» **Task description**
Skipping any pictures, give all of the records below again exactly.

** Given records follows **

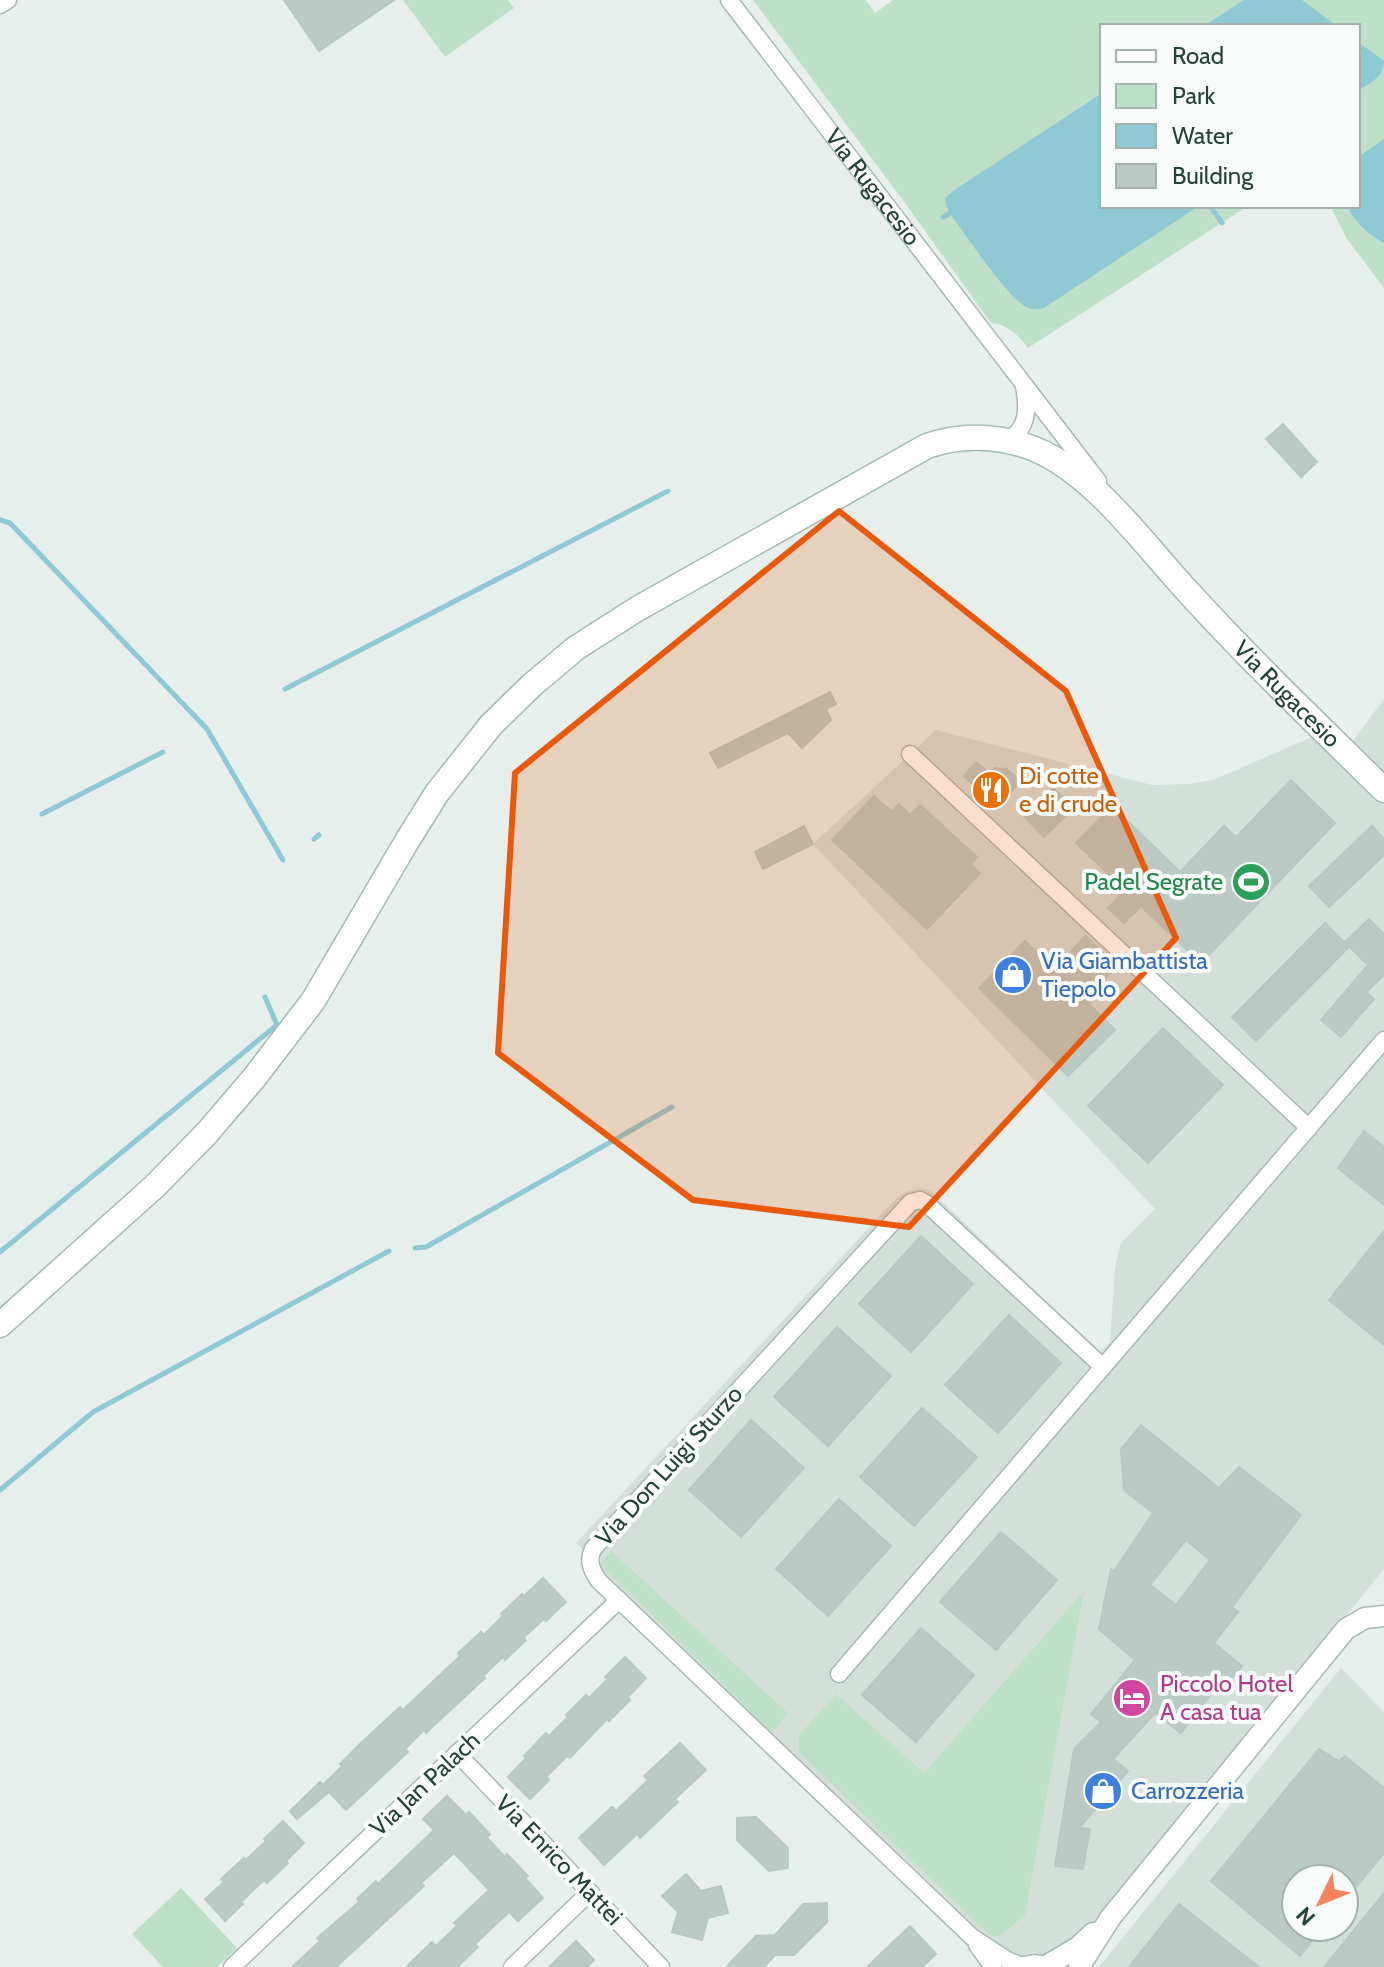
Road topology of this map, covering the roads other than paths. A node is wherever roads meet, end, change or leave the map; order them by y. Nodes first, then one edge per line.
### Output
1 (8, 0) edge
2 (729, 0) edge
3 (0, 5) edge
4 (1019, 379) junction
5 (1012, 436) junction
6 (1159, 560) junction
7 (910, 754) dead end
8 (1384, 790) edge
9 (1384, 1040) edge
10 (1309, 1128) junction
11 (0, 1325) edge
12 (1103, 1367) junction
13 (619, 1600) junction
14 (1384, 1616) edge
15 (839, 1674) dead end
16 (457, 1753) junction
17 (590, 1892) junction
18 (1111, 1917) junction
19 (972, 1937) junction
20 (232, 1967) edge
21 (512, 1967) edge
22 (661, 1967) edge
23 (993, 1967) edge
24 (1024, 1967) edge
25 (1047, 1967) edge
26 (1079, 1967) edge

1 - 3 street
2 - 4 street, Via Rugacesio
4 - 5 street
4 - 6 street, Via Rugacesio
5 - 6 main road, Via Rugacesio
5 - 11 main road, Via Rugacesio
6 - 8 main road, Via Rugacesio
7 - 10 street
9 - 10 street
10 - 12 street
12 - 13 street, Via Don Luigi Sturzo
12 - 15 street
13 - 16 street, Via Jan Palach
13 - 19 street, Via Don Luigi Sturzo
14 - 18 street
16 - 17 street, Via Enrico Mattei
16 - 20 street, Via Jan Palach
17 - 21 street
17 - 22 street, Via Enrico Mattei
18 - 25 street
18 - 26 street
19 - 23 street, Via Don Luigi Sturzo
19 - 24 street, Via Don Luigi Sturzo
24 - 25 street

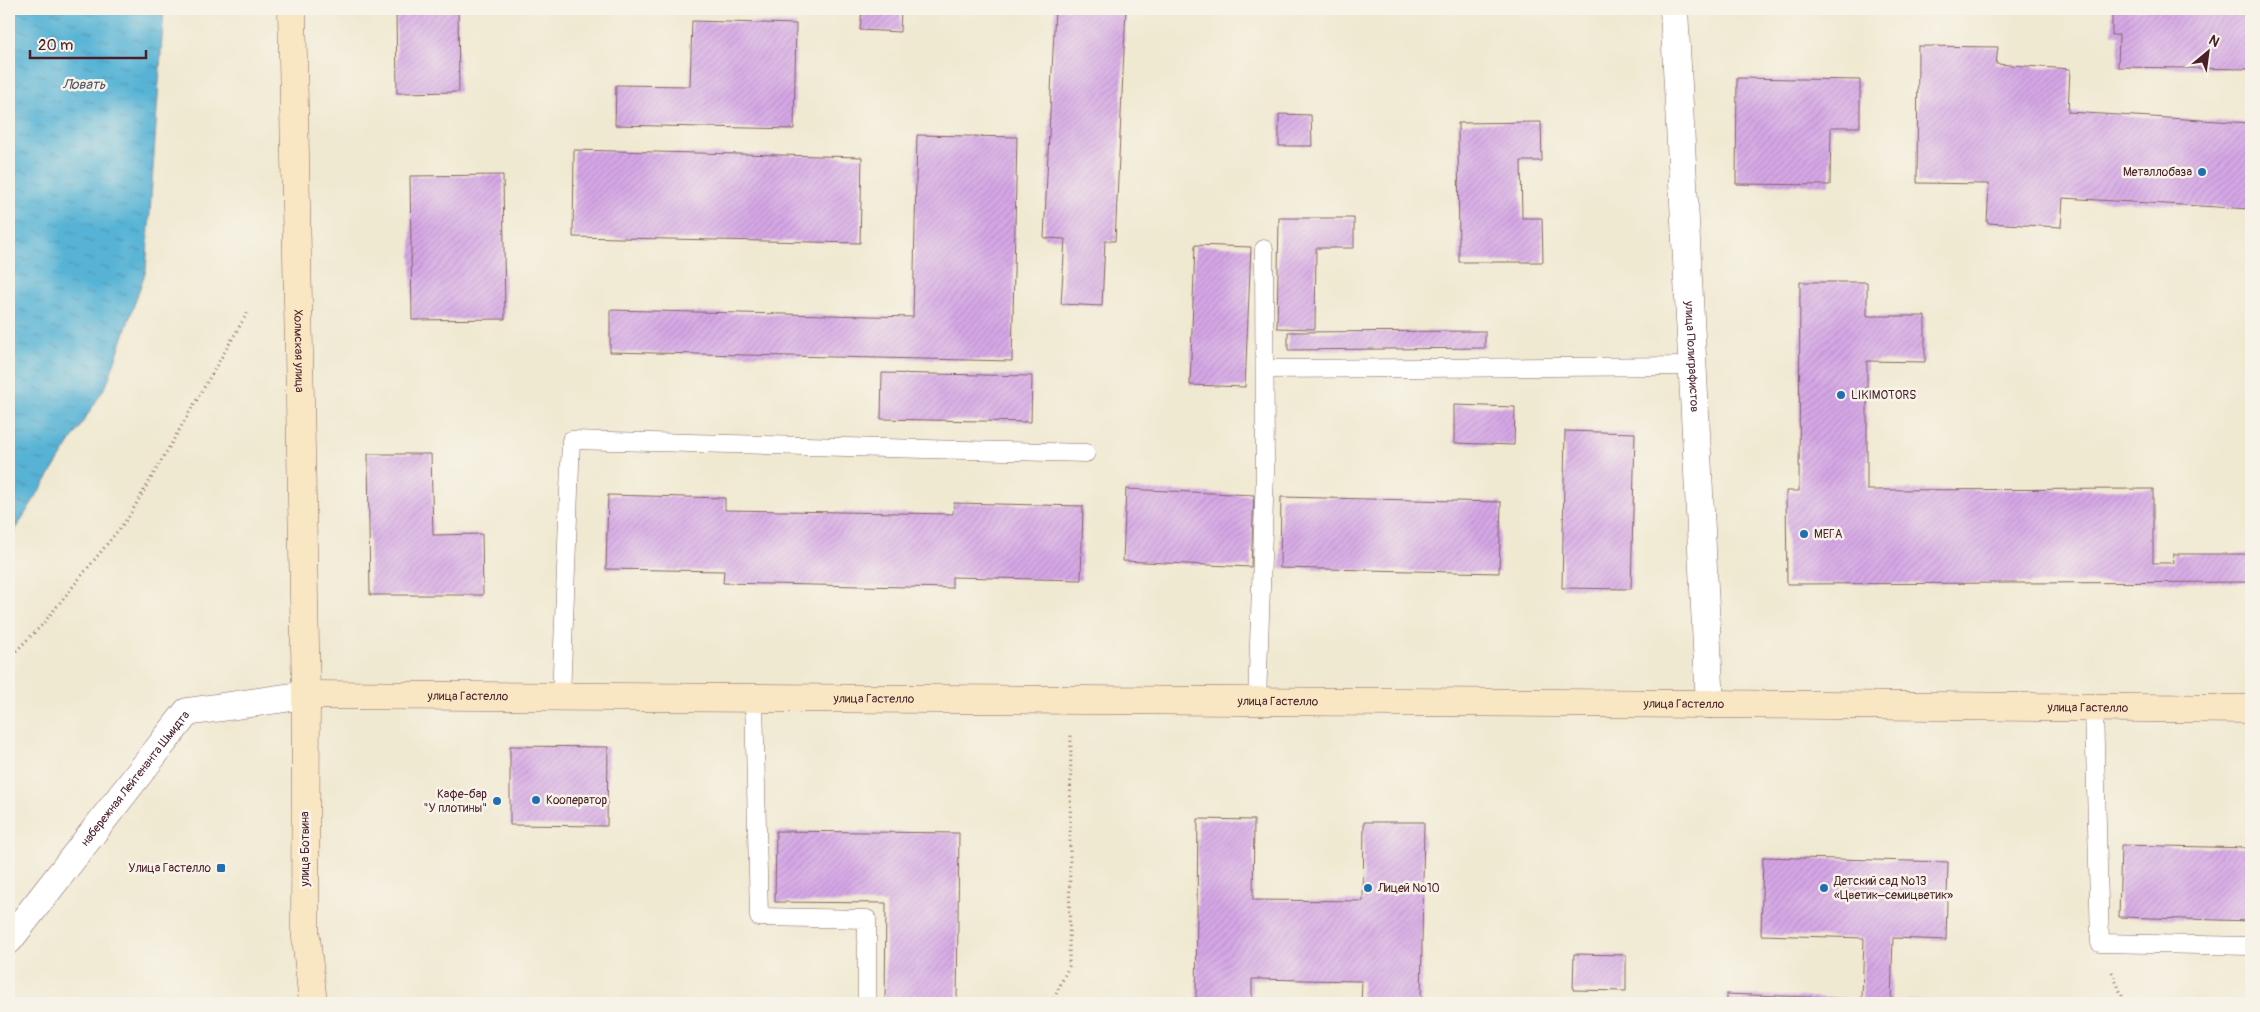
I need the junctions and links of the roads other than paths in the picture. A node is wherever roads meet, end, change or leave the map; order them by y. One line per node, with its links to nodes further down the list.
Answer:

** End of Given records **

» **Problem solution**
Road topology of this map, covering the roads other than paths. A node is wherever roads meet, end, change or leave the map; order them by y. Nodes first, then one edge per line.
### Output
1 (8, 0) edge
2 (729, 0) edge
3 (0, 5) edge
4 (1019, 379) junction
5 (1012, 436) junction
6 (1159, 560) junction
7 (910, 754) dead end
8 (1384, 790) edge
9 (1384, 1040) edge
10 (1309, 1128) junction
11 (0, 1325) edge
12 (1103, 1367) junction
13 (619, 1600) junction
14 (1384, 1616) edge
15 (839, 1674) dead end
16 (457, 1753) junction
17 (590, 1892) junction
18 (1111, 1917) junction
19 (972, 1937) junction
20 (232, 1967) edge
21 (512, 1967) edge
22 (661, 1967) edge
23 (993, 1967) edge
24 (1024, 1967) edge
25 (1047, 1967) edge
26 (1079, 1967) edge

1 - 3 street
2 - 4 street, Via Rugacesio
4 - 5 street
4 - 6 street, Via Rugacesio
5 - 6 main road, Via Rugacesio
5 - 11 main road, Via Rugacesio
6 - 8 main road, Via Rugacesio
7 - 10 street
9 - 10 street
10 - 12 street
12 - 13 street, Via Don Luigi Sturzo
12 - 15 street
13 - 16 street, Via Jan Palach
13 - 19 street, Via Don Luigi Sturzo
14 - 18 street
16 - 17 street, Via Enrico Mattei
16 - 20 street, Via Jan Palach
17 - 21 street
17 - 22 street, Via Enrico Mattei
18 - 25 street
18 - 26 street
19 - 23 street, Via Don Luigi Sturzo
19 - 24 street, Via Don Luigi Sturzo
24 - 25 street

I need the junctions and links of the roads other than paths in the picture. A node is wherever roads meet, end, change or leave the map; order them by y. One line per node, with its links to nodes further down the list.
Answer:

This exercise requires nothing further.